On a strictly social level, companies will begin to increasingly assume policies of humanitarian aid and to combat social inequalities, starting with new forms of tax provision for charitable giving, applying tax rules to new forms of labour organisation and encouraging the activity of foundations pursuing a relevant social purpose.

The key element in these two aspects is the ability to closely follow the evolutions that are taking place. Basically, the relationship between facts and law is complex and continuous, requiring great flexibility and attention to the necessary tax neutrality of the solutions.

The novelty of the “G” 

Besides these two aspects whose evolution has been intense, a new element, Governance, has to be included in compliance, either by the model of governance of sustainability, but also by the governance of the company itself, which has to comply with criteria of good business conduct. Thus, the way how the management is structured, the relationships between the employees of the company, its strategy of remunerations, but also the policy of protection of whistle-blowers, the mechanisms of identification of financial infringements or corruption situations, as well as the training of employees on a responsible business conduct, come under special scrutiny.

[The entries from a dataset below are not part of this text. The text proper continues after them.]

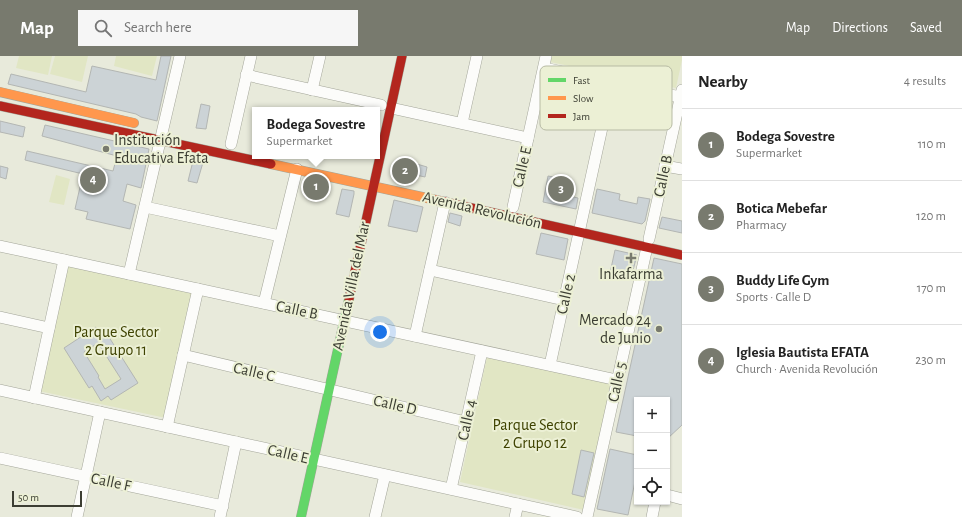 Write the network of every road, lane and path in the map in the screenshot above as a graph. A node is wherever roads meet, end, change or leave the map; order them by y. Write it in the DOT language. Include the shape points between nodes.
graph roads {
  1 [pos="180,56"];
  2 [pos="251,56"];
  3 [pos="320,56"];
  4 [pos="402,56"];
  5 [pos="477,56"];
  6 [pos="546,56"];
  7 [pos="544,66"];
  8 [pos="246,75"];
  9 [pos="540,86"];
  10 [pos="312,90"];
  11 [pos="0,92"];
  12 [pos="681,93"];
  13 [pos="0,106"];
  14 [pos="384,106"];
  15 [pos="462,123"];
  16 [pos="140,125"];
  17 [pos="601,130"];
  18 [pos="162,132"];
  19 [pos="528,138"];
  20 [pos="227,144"];
  21 [pos="243,147"];
  22 [pos="252,157"];
  23 [pos="261,159"];
  24 [pos="665,166"];
  25 [pos="297,169"];
  26 [pos="682,169"];
  27 [pos="380,178"];
  28 [pos="374,186"];
  29 [pos="363,188"];
  30 [pos="445,202"];
  31 [pos="509,206"];
  32 [pos="145,207"];
  33 [pos="580,227"];
  34 [pos="280,236"];
  35 [pos="648,243"];
  36 [pos="0,246"];
  37 [pos="682,246"];
  38 [pos="682,255"];
  39 [pos="64,260"];
  40 [pos="430,270"];
  41 [pos="129,274"];
  42 [pos="198,289"];
  43 [pos="564,300"];
  44 [pos="264,303"];
  45 [pos="0,317"];
  46 [pos="336,319"];
  47 [pos="49,328"];
  48 [pos="415,336"];
  49 [pos="482,351"];
  50 [pos="183,356"];
  51 [pos="550,365"];
  52 [pos="617,380"];
  53 [pos="322,388"];
  54 [pos="0,390"];
  55 [pos="34,398"];
  56 [pos="100,412"];
  57 [pos="466,422"];
  58 [pos="167,427"];
  59 [pos="236,442"];
  60 [pos="307,457"];
  61 [pos="0,458"];
  62 [pos="385,475"];
  63 [pos="86,476"];
  64 [pos="451,489"];
  65 [pos="670,496"];
  66 [pos="682,499"];
  67 [pos="518,504"];
  68 [pos="654,505"];
  69 [pos="222,512"];
  70 [pos="77,517"];
  71 [pos="301,517"];
  72 [pos="375,517"];
  73 [pos="515,517"];
  74 [pos="577,517"];
  75 [pos="587,517"];
  76 [pos="652,517"];
  1 -- 18 [label="street"];
  2 -- 8 [label="street"];
  3 -- 10 [label="street"];
  4 -- 14 [label="main road, Avenida Villa del Mar"];
  5 -- 15 [label="street"];
  6 -- 7 [label="street, Calle E"];
  8 -- 10 [label="street"];
  8 -- 20 [label="street"];
  9 -- 19 [label="street, Calle E"];
  10 -- 14 [label="street"];
  11 -- 16 [label="main road"];
  12 -- 24 [label="street, Calle B"];
  13 -- 18 [label="main road, Avenida Revolución"];
  14 -- 15 [label="street"];
  14 -- 27 [label="main road, Avenida Villa del Mar"];
  15 -- 19 [label="street"];
  17 -- 33 [label="street"];
  18 -- 22 [label="main road, Avenida Revolución"];
  18 -- 32 [label="street"];
  19 -- 31 [label="street, Calle E"];
  20 -- 21 [label="main road"];
  23 -- 25 [label="main road, Avenida Revolución"];
  24 -- 26 [label="street"];
  24 -- 35 [label="street, Calle B"];
  25 -- 29 [label="main road, Avenida Revolución"];
  25 -- 34 [label="street"];
  27 -- 28 [label="main road, Avenida Villa del Mar"];
  27 -- 29 [label="main road" via="366,175"];
  28 -- 29 [label="main road, Avenida Revolución"];
  28 -- 30 [label="main road, Avenida Revolución"];
  28 -- 46 [label="main road, Avenida Villa del Mar"];
  30 -- 33 [label="main road, Avenida Revolución"];
  30 -- 40 [label="street"];
  31 -- 33 [label="main road, Avenida Revolución"];
  32 -- 34 [label="street"];
  32 -- 41 [label="street"];
  33 -- 35 [label="main road, Avenida Revolución"];
  33 -- 43 [label="street, Calle 2"];
  34 -- 44 [label="street"];
  35 -- 37 [label="main road, Avenida Revolución"];
  35 -- 38 [label="main road, Avenida Revolución"];
  35 -- 52 [label="street, Calle 5"];
  36 -- 39 [label="street, Calle B"];
  39 -- 41 [label="street, Calle B"];
  39 -- 47 [label="street"];
  40 -- 43 [label="street"];
  40 -- 48 [label="street"];
  41 -- 42 [label="street, Calle B"];
  42 -- 44 [label="street, Calle B"];
  42 -- 50 [label="street"];
  43 -- 51 [label="street, Calle 2"];
  44 -- 46 [label="street, Calle B"];
  45 -- 47 [label="street"];
  46 -- 48 [label="street, Calle B"];
  46 -- 53 [label="main road, Avenida Villa del Mar"];
  47 -- 55 [label="street"];
  48 -- 49 [label="street, Calle B"];
  49 -- 51 [label="street, Calle B"];
  49 -- 57 [label="street, Calle 4"];
  50 -- 53 [label="street, Calle C"];
  50 -- 58 [label="street"];
  51 -- 52 [label="street, Calle B"];
  52 -- 75 [label="street, Calle 5"];
  53 -- 57 [label="street, Calle D"];
  53 -- 60 [label="main road, Avenida Villa del Mar"];
  54 -- 55 [label="street, Calle E"];
  55 -- 56 [label="street, Calle E"];
  56 -- 58 [label="street, Calle E"];
  56 -- 63 [label="street"];
  57 -- 64 [label="street, Calle 4"];
  58 -- 59 [label="street, Calle E"];
  59 -- 60 [label="street, Calle E"];
  59 -- 69 [label="street"];
  60 -- 62 [label="street, Calle E"];
  60 -- 71 [label="main road, Avenida Villa del Mar"];
  61 -- 63 [label="street, Calle F"];
  62 -- 64 [label="street, Calle E"];
  62 -- 72 [label="street"];
  63 -- 69 [label="street, Calle F"];
  63 -- 70 [label="street"];
  64 -- 67 [label="street, Calle E"];
  65 -- 66 [label="street"];
  67 -- 73 [label="street"];
  67 -- 74 [label="street, Calle E"];
  68 -- 76 [label="street"];
} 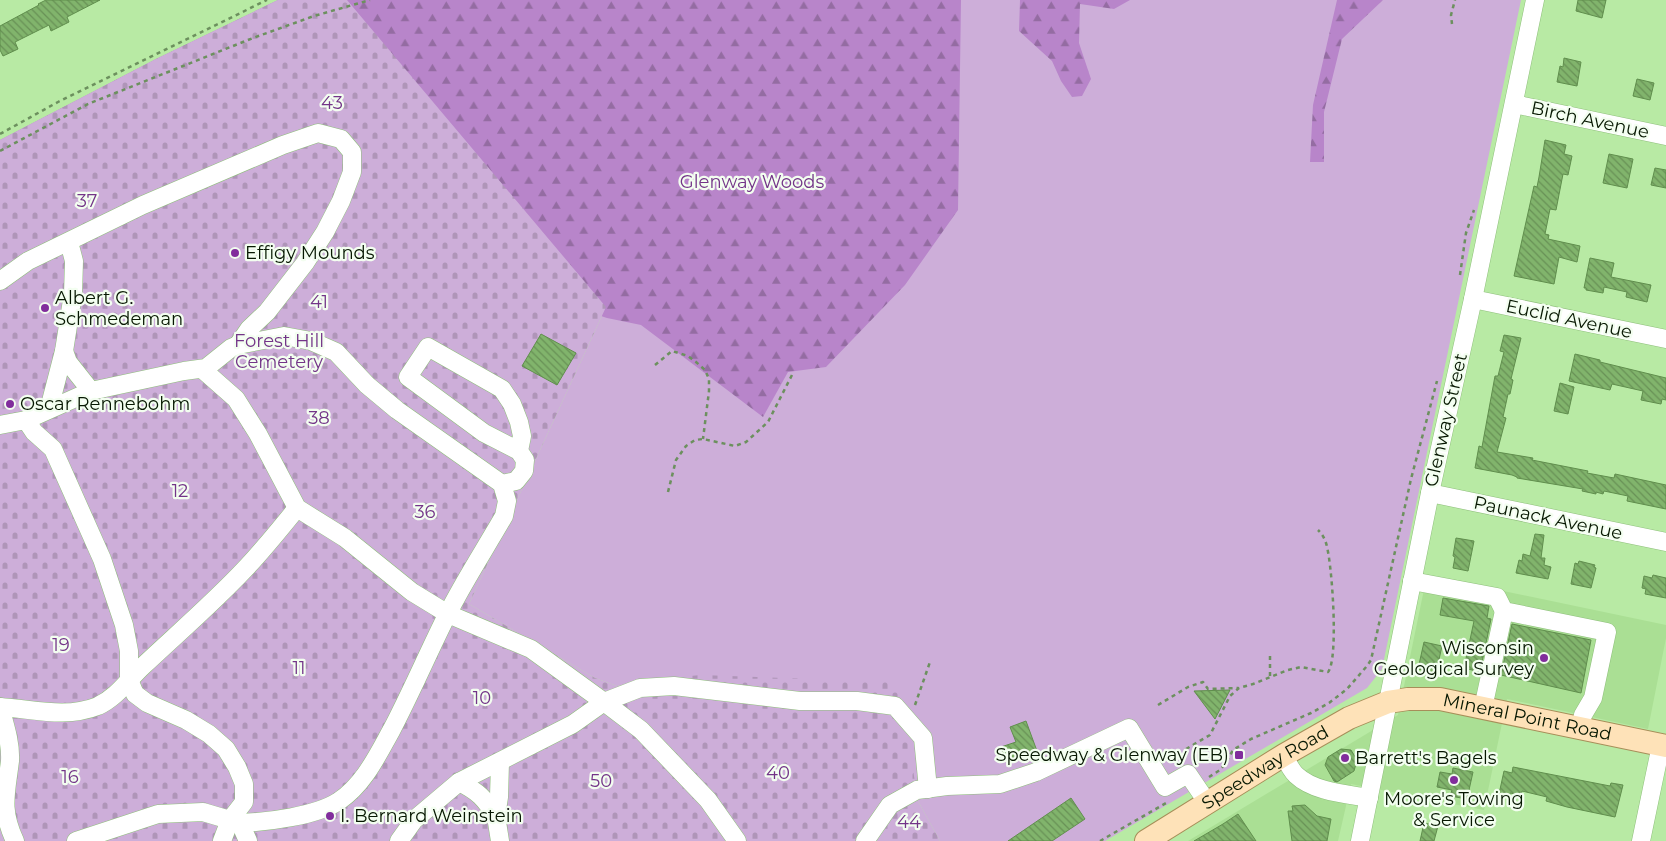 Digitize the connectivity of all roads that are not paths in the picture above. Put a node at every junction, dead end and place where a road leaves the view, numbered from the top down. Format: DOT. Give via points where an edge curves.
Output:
graph roads {
  1 [pos="1535,0"];
  2 [pos="1514,104"];
  3 [pos="1666,136"];
  4 [pos="69,242"];
  5 [pos="0,282"];
  6 [pos="1473,299"];
  7 [pos="1666,339"];
  8 [pos="238,346"];
  9 [pos="64,351"];
  10 [pos="202,369"];
  11 [pos="91,391"];
  12 [pos="50,409"];
  13 [pos="26,420"];
  14 [pos="0,426"];
  15 [pos="519,451"];
  16 [pos="502,484"];
  17 [pos="1430,493"];
  18 [pos="297,508"];
  19 [pos="1666,542"];
  20 [pos="1412,581"];
  21 [pos="1504,611"];
  22 [pos="448,614"];
  23 [pos="130,680"];
  24 [pos="604,702"];
  25 [pos="1388,702"];
  26 [pos="0,707"];
  27 [pos="1483,708"];
  28 [pos="1580,728"];
  29 [pos="1664,746"];
  30 [pos="1284,755"];
  31 [pos="500,762"];
  32 [pos="459,782"];
  33 [pos="928,789"];
  34 [pos="1202,794"];
  35 [pos="1368,798"];
  36 [pos="496,816"];
  37 [pos="235,822"];
  38 [pos="16,841"];
  39 [pos="76,841"];
  40 [pos="222,841"];
  41 [pos="248,841"];
  42 [pos="399,841"];
  43 [pos="500,841"];
  44 [pos="737,841"];
  45 [pos="865,841"];
  46 [pos="1146,841"];
  47 [pos="1360,841"];
  48 [pos="1640,841"];
  1 -- 2 [label="street, Glenway Street"];
  2 -- 3 [label="street, Birch Avenue"];
  2 -- 6 [label="street, Glenway Street"];
  4 -- 5 [label="street" via="28,261"];
  4 -- 8 [label="street" via="143,205 283,145 318,133 341,139 352,152 352,172 341,201 305,263"];
  4 -- 9 [label="street" via="74,261 73,294"];
  6 -- 7 [label="street, Euclid Avenue"];
  6 -- 17 [label="street, Glenway Street"];
  8 -- 10 [label="street"];
  8 -- 16 [label="street" via="284,336 311,341 336,352 367,385 397,410"];
  9 -- 11 [label="street" via="68,362"];
  9 -- 12 [label="street"];
  10 -- 11 [label="street"];
  10 -- 18 [label="street" via="236,399"];
  11 -- 12 [label="street"];
  12 -- 13 [label="street"];
  13 -- 14 [label="street"];
  13 -- 23 [label="street" via="52,449 102,559 124,624"];
  15 -- 15 [label="street" via="484,433 408,377 428,348 502,389 519,422 522,436"];
  15 -- 16 [label="street" via="525,460 524,471 516,481"];
  16 -- 22 [label="street" via="507,501 504,516"];
  17 -- 19 [label="street, Paunack Avenue"];
  17 -- 20 [label="street, Glenway Street"];
  18 -- 22 [label="street" via="345,538 412,592"];
  18 -- 23 [label="street" via="245,570"];
  20 -- 21 [label="street" via="1497,597"];
  20 -- 25 [label="street, Glenway Street"];
  21 -- 27 [label="street"];
  21 -- 28 [label="street" via="1607,632 1593,698"];
  22 -- 24 [label="street" via="531,649"];
  22 -- 37 [label="street" via="369,770 352,791 338,802 319,810 268,822"];
  23 -- 26 [label="street" via="116,695 98,706 78,712 60,714"];
  23 -- 37 [label="street" via="135,694 147,703 186,720 226,749 244,784 244,802"];
  24 -- 31 [label="street" via="573,724"];
  24 -- 33 [label="street" via="640,688 674,686 800,701 857,701 895,706 923,738"];
  24 -- 44 [label="street" via="641,730 708,800"];
  25 -- 27 [label="main road, Mineral Point Road" via="1440,699"];
  25 -- 30 [label="main road, Speedway Road" via="1349,718"];
  25 -- 35 [label="street, Glenway Street"];
  26 -- 38 [label="street" via="10,761 4,796 5,812"];
  27 -- 28 [label="main road, Mineral Point Road"];
  28 -- 29 [label="main road, Mineral Point Road"];
  29 -- 48 [label="street"];
  30 -- 34 [label="main road, Speedway Road"];
  30 -- 35 [label="street" via="1295,774 1305,782 1326,790"];
  31 -- 32 [label="street"];
  31 -- 36 [label="street" via="500,797"];
  32 -- 36 [label="street" via="476,790"];
  32 -- 42 [label="street" via="414,820"];
  33 -- 34 [label="street" via="1000,784 1036,772 1129,728 1165,787 1188,774"];
  33 -- 45 [label="street" via="917,790 890,805"];
  34 -- 46 [label="main road, Speedway Road"];
  35 -- 47 [label="street, Glenway Street"];
  36 -- 43 [label="street"];
  37 -- 39 [label="street" via="203,812 158,814"];
  37 -- 40 [label="street"];
  37 -- 41 [label="street"];
} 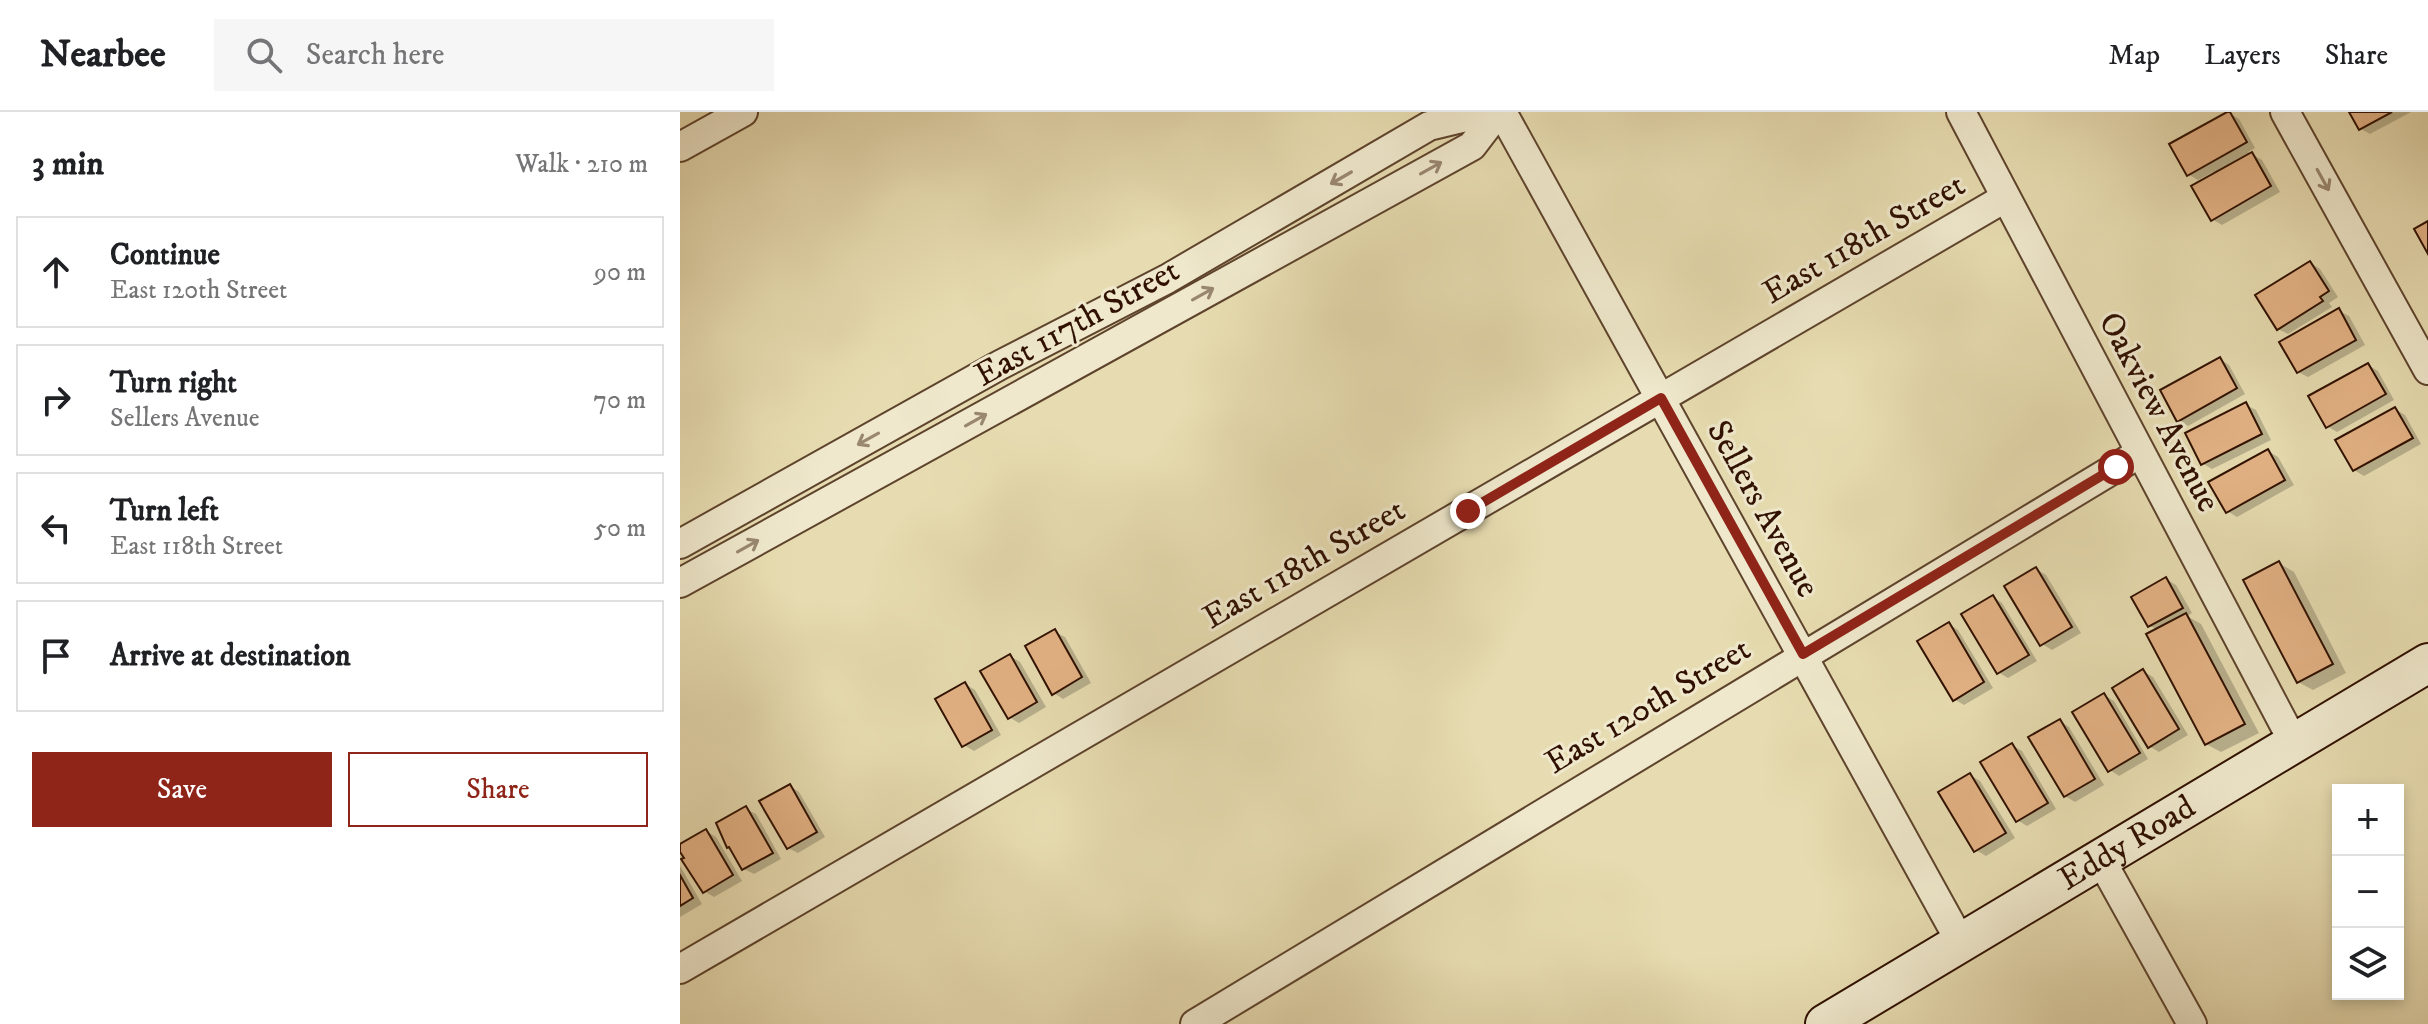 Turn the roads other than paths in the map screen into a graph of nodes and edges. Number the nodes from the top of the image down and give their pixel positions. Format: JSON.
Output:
{"nodes":[{"id":1,"x":743,"y":112,"type":"edge"},
{"id":2,"x":1487,"y":112,"type":"edge"},
{"id":3,"x":1500,"y":112,"type":"edge"},
{"id":4,"x":1961,"y":112,"type":"edge"},
{"id":5,"x":2285,"y":112,"type":"edge"},
{"id":6,"x":680,"y":147,"type":"edge"},
{"id":7,"x":2005,"y":198,"type":"junction"},
{"id":8,"x":2428,"y":370,"type":"edge"},
{"id":9,"x":1661,"y":398,"type":"junction"},
{"id":10,"x":2140,"y":453,"type":"junction"},
{"id":11,"x":680,"y":544,"type":"edge"},
{"id":12,"x":680,"y":583,"type":"edge"},
{"id":13,"x":1803,"y":654,"type":"junction"},
{"id":14,"x":2428,"y":663,"type":"edge"},
{"id":15,"x":2295,"y":745,"type":"junction"},
{"id":16,"x":2101,"y":860,"type":"junction"},
{"id":17,"x":1960,"y":941,"type":"junction"},
{"id":18,"x":680,"y":969,"type":"edge"},
{"id":19,"x":1195,"y":1024,"type":"edge"},
{"id":20,"x":1825,"y":1024,"type":"edge"},
{"id":21,"x":2192,"y":1024,"type":"edge"}],
"edges":[{"from":1,"to":6,"type":"street"},
{"from":2,"to":11,"type":"street","name":"East 117th Street","one_way":true},
{"from":3,"to":9,"type":"street","name":"Sellers Avenue"},
{"from":12,"to":3,"type":"street","name":"East 117th Street","one_way":true},
{"from":4,"to":7,"type":"street","name":"Oakview Avenue"},
{"from":5,"to":8,"type":"street","one_way":true},
{"from":7,"to":9,"type":"street","name":"East 118th Street"},
{"from":7,"to":10,"type":"street","name":"Oakview Avenue"},
{"from":9,"to":13,"type":"street","name":"Sellers Avenue"},
{"from":9,"to":18,"type":"street","name":"East 118th Street"},
{"from":10,"to":13,"type":"street","name":"East 120th Street"},
{"from":10,"to":15,"type":"street","name":"Oakview Avenue"},
{"from":13,"to":17,"type":"street","name":"Sellers Avenue"},
{"from":13,"to":19,"type":"street","name":"East 120th Street"},
{"from":14,"to":15,"type":"street","name":"Eddy Road"},
{"from":15,"to":16,"type":"street","name":"Eddy Road"},
{"from":16,"to":17,"type":"street","name":"Eddy Road"},
{"from":16,"to":21,"type":"street"},
{"from":17,"to":20,"type":"street","name":"Eddy Road"}]}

From a tax perspective, the existence of tools to build a tax reputation will be of particular importance. On the Government’s side, the quantification of these objectives is even more relevant when it is known that the level of tax revenue collection is closely related to the amount of public investments made – generating a perception of tax justice -, but also due to its relevance in determining a certain form of compliance with obligations before society (among which are those of paying taxes and collaborating with the tax authorities). It seems clear that the taxpayers’ collaborative relationship with the Administration is expanding and becoming more robust and finding new fields of intervention, leaving behind a simple corporate and social responsibility aspect.

In concrete terms, companies must comply with the preparation of tax compliance reports (in material and formal terms), but also with the preparation and compliance with tax codes of conduct.  These should be based on the UN Sustainable Development Goals, the OECD Due Diligence Guidance for Responsible Business Conduct, the standards of the International Business Council of the World Economic Forum, the GRI (Global Reporting Initiative) guidelines and within the European Union the Code of Conduct for Business Taxation. However, there is no general model to be implemented regarding the previously mentioned determinations. In conclusion, companies will have to draft their own fiscal codes of conduct, requiring the support of specialised technicians who are familiar with international regulations and the specific circumstances of the company and who are able to find a solution that builds company credibility and balance in their determinations.